Designing Ligands for Structure-Less Proteins

Abstract

Disordered proteins can play physiologically important roles, but can also lead to major diseases especially when they aggregate. Designing small molecule / peptide ligands for disordered proteins is a difficult challenge, since structure cannot be used as a guide. Here we demonstrate effective approaches for three major cases: 1) for partially disordered proteins, we identify key structured portions and design ligands for disrupting those, 2) for mostly disordered proteins, we measure spontaneous fluctuations and use that as an assay to quantify transient interactions with candidate ligands, and 3) for unfolded states of well-folded proteins, we use the folding nucleus to design an artificially stabilized exo-nucleus which can induce folding.
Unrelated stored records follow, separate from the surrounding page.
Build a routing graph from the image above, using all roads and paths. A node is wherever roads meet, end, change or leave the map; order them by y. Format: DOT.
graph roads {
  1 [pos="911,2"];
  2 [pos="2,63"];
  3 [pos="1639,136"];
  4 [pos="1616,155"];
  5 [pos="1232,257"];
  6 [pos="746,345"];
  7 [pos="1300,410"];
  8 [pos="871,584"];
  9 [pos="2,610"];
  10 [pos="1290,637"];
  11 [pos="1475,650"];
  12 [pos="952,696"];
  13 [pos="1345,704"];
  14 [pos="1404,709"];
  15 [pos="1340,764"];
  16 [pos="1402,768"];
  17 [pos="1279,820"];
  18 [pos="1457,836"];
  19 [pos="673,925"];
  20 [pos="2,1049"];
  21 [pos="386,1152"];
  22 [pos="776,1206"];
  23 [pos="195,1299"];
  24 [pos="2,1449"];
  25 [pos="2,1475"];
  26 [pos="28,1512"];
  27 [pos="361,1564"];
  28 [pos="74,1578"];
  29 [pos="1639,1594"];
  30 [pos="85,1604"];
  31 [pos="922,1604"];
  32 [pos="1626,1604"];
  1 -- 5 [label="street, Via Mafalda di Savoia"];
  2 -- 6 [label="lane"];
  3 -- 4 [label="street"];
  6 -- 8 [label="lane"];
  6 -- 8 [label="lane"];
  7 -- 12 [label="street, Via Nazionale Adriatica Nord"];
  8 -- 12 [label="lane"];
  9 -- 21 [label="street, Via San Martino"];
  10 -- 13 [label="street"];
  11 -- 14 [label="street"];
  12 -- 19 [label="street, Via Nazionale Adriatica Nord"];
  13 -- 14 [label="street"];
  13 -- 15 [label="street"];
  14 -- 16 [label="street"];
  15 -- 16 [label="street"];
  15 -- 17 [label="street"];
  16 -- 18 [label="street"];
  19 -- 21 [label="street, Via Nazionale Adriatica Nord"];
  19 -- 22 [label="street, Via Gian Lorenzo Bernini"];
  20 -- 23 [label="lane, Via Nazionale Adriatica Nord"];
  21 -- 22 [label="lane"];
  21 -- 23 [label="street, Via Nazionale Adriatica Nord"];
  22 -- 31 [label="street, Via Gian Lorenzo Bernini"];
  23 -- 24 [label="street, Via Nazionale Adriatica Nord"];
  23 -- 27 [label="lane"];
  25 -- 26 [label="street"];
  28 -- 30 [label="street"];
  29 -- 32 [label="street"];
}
We demonstrate the first strategy with amyloid beta (Aβ), whose aggregation is associated with Alzheimer's disease. Using a combination of fluorescence correlation spectroscopy (FCS), Forster resonance Energy transfer (FRET) and solid state NMR, we show that a small peptide designed to specifically disrupt a distal intra-molecular contact can drastically alter the membrane affinity of the Aβ oligomers. We demonstrate the second strategy with IAPP (amylin), whose aggregation is associated with Type II diabetes. We show that ns-timescale spontaneous fluctuations of IAPP, measured using FRET and FCS, can provide a sensitive assay for interactions of IAPP oligomers with small molecule drug candidates. The third case is demonstrated by designing small peptides which can specifically perturb the folding kinetics of GdnHCl-unfolded ubiquitin. We construct a chemically stabilized peptide fragment that mimics the folding nucleus of ubiquitin. We show that this peptide can accelerate the folding of ubiquitin. Overall, here we demonstrate “dynamics” based methods which can help in designing drugs for disordered proteins.